**Work order**: I'd like the entire listing output verbatim, apart from the pictures.

**Source material**:
===

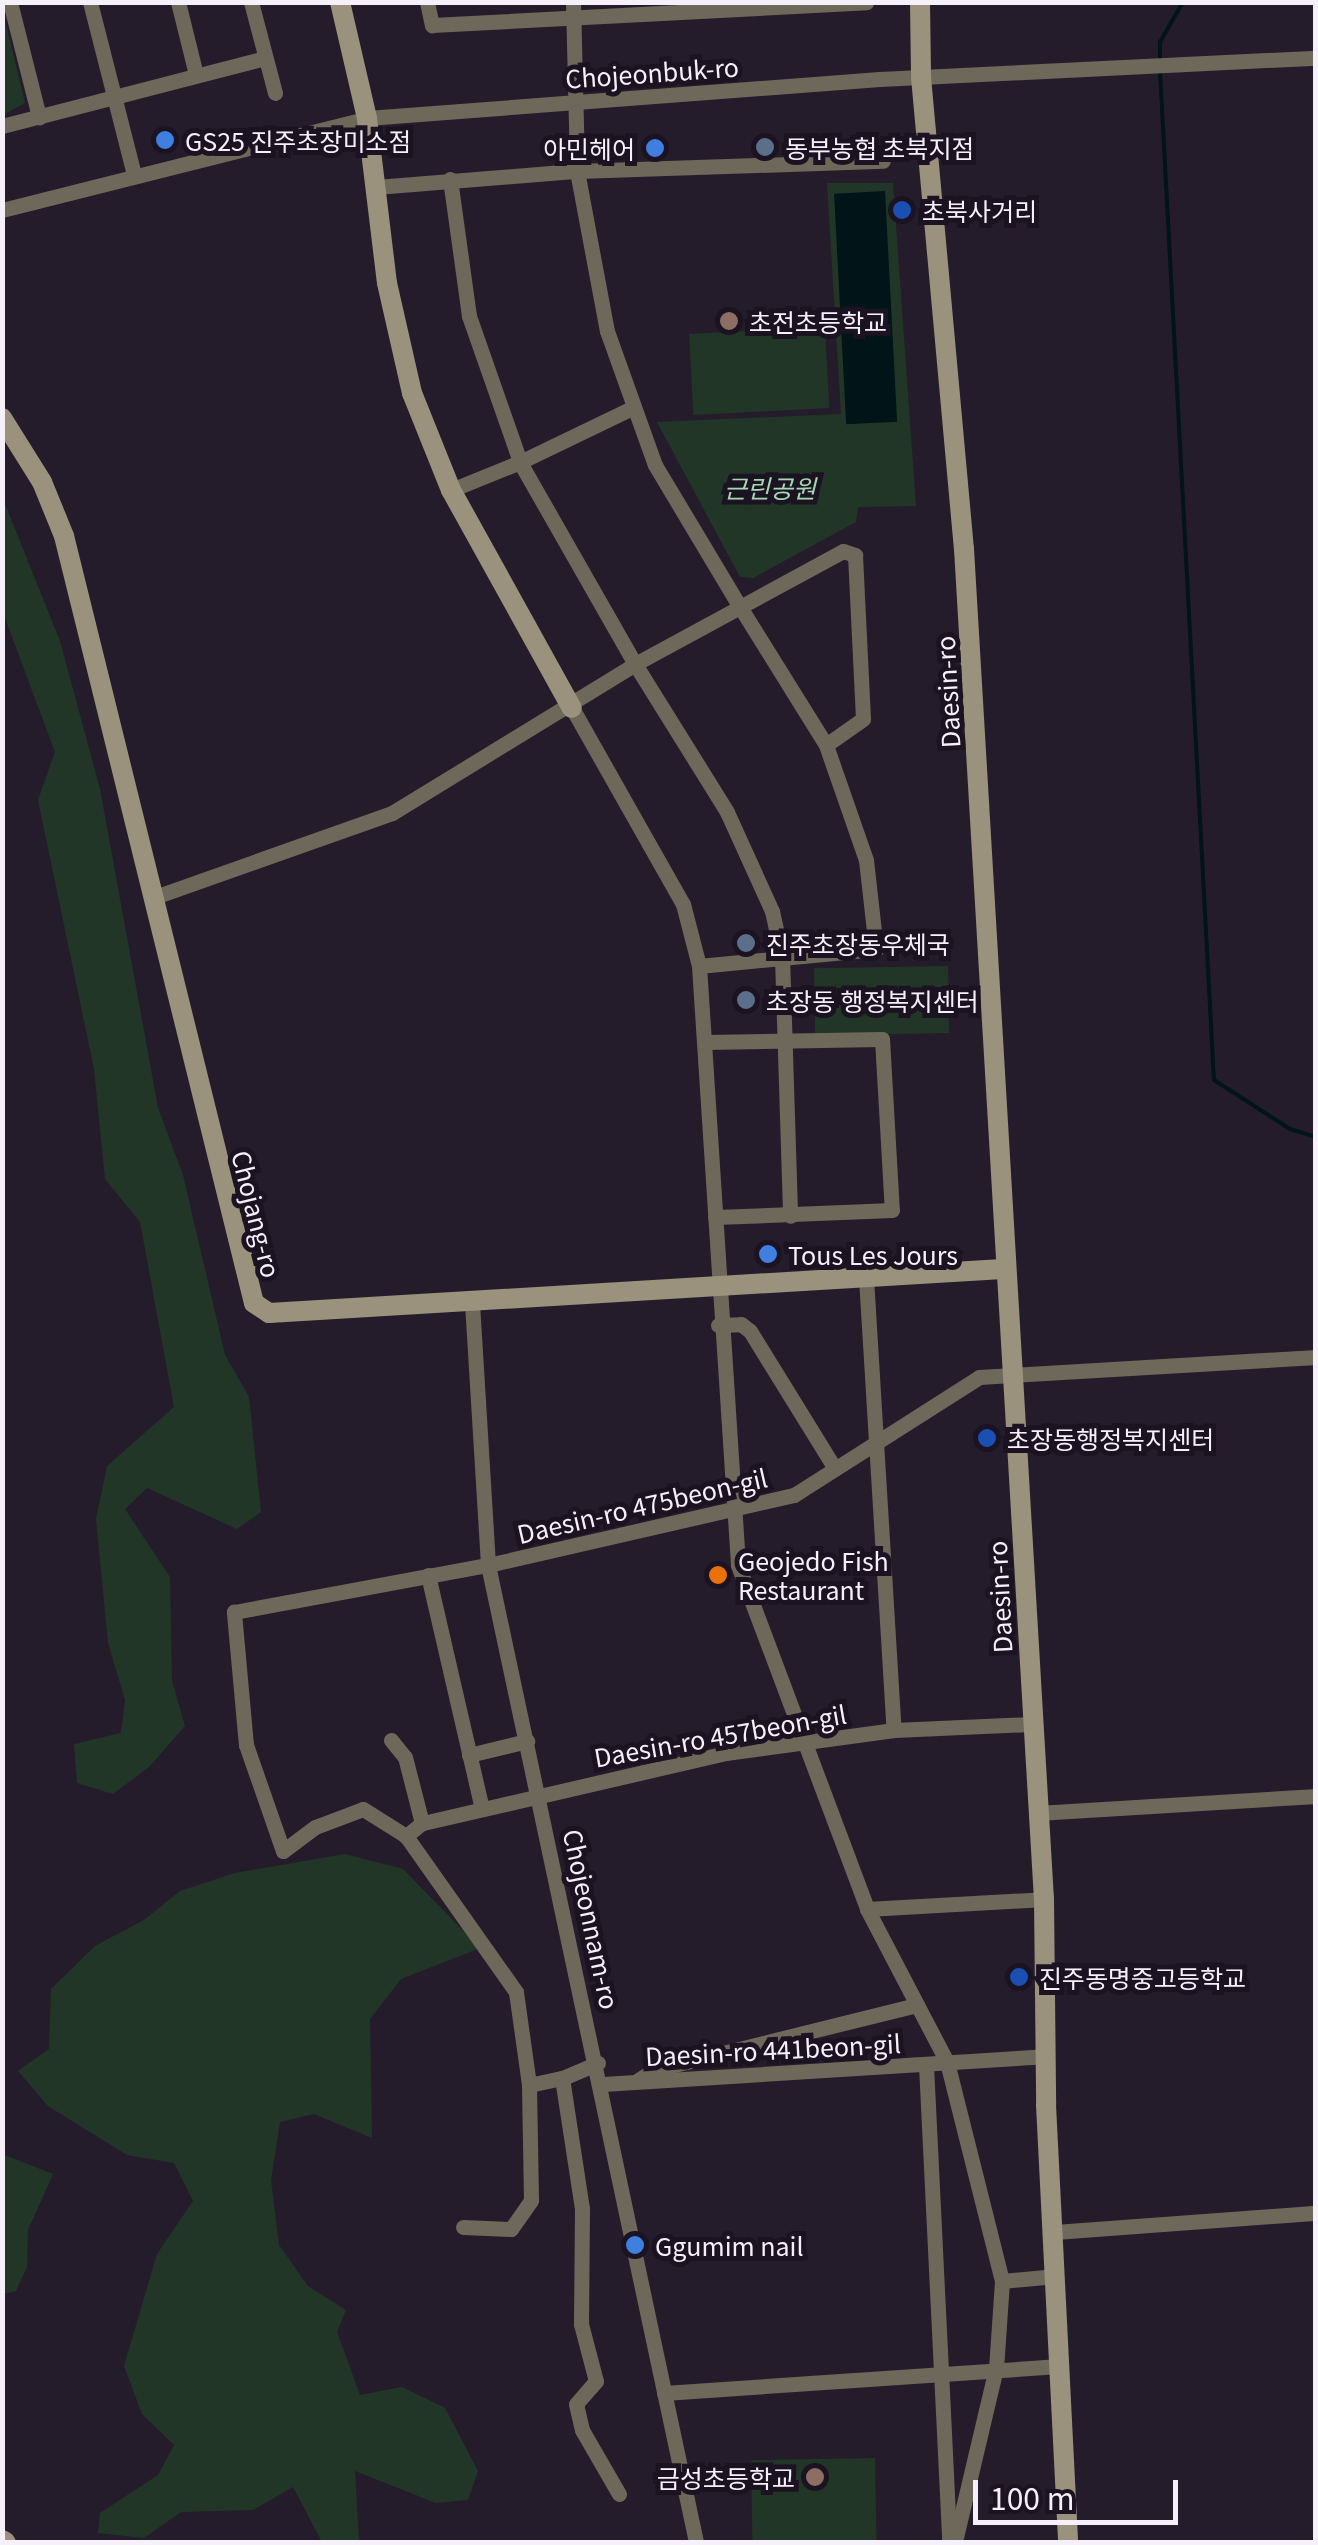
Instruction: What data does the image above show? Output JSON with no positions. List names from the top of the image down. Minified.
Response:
{"streets":{"street":["Chojeonbuk-ro","Daesin-ro","Chojang-ro","Daesin-ro 475beon-gil","Daesin-ro 457beon-gil","Chojeonnam-ro","Daesin-ro 441beon-gil"]},"crossings":[["Chojeonbuk-ro","Daesin-ro"],["Daesin-ro","Chojang-ro"],["Daesin-ro","Daesin-ro 475beon-gil"],["Daesin-ro","Daesin-ro 457beon-gil"],["Daesin-ro","Daesin-ro 441beon-gil"],["Chojang-ro","Chojeonnam-ro"],["Daesin-ro 475beon-gil","Chojeonnam-ro"],["Daesin-ro 457beon-gil","Chojeonnam-ro"],["Chojeonnam-ro","Daesin-ro 441beon-gil"]],"parks":["근린공원"],"places":["GS25 진주초장미소점","동부농협 초북지점","아민헤어","초북사거리","초전초등학교","진주초장동우체국","초장동 행정복지센터","Tous Les Jours","초장동행정복지센터","Geojedo Fish Restaurant","진주동명중고등학교","Ggumim nail","금성초등학교"],"scale_bar":"100 m"}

===

**Result of this task**:
Instruction: What data does the image above show? Output JSON with no positions. List names from the top of the image down. Minified.
Response:
{"streets":{"street":["Chojeonbuk-ro","Daesin-ro","Chojang-ro","Daesin-ro 475beon-gil","Daesin-ro 457beon-gil","Chojeonnam-ro","Daesin-ro 441beon-gil"]},"crossings":[["Chojeonbuk-ro","Daesin-ro"],["Daesin-ro","Chojang-ro"],["Daesin-ro","Daesin-ro 475beon-gil"],["Daesin-ro","Daesin-ro 457beon-gil"],["Daesin-ro","Daesin-ro 441beon-gil"],["Chojang-ro","Chojeonnam-ro"],["Daesin-ro 475beon-gil","Chojeonnam-ro"],["Daesin-ro 457beon-gil","Chojeonnam-ro"],["Chojeonnam-ro","Daesin-ro 441beon-gil"]],"parks":["근린공원"],"places":["GS25 진주초장미소점","동부농협 초북지점","아민헤어","초북사거리","초전초등학교","진주초장동우체국","초장동 행정복지센터","Tous Les Jours","초장동행정복지센터","Geojedo Fish Restaurant","진주동명중고등학교","Ggumim nail","금성초등학교"],"scale_bar":"100 m"}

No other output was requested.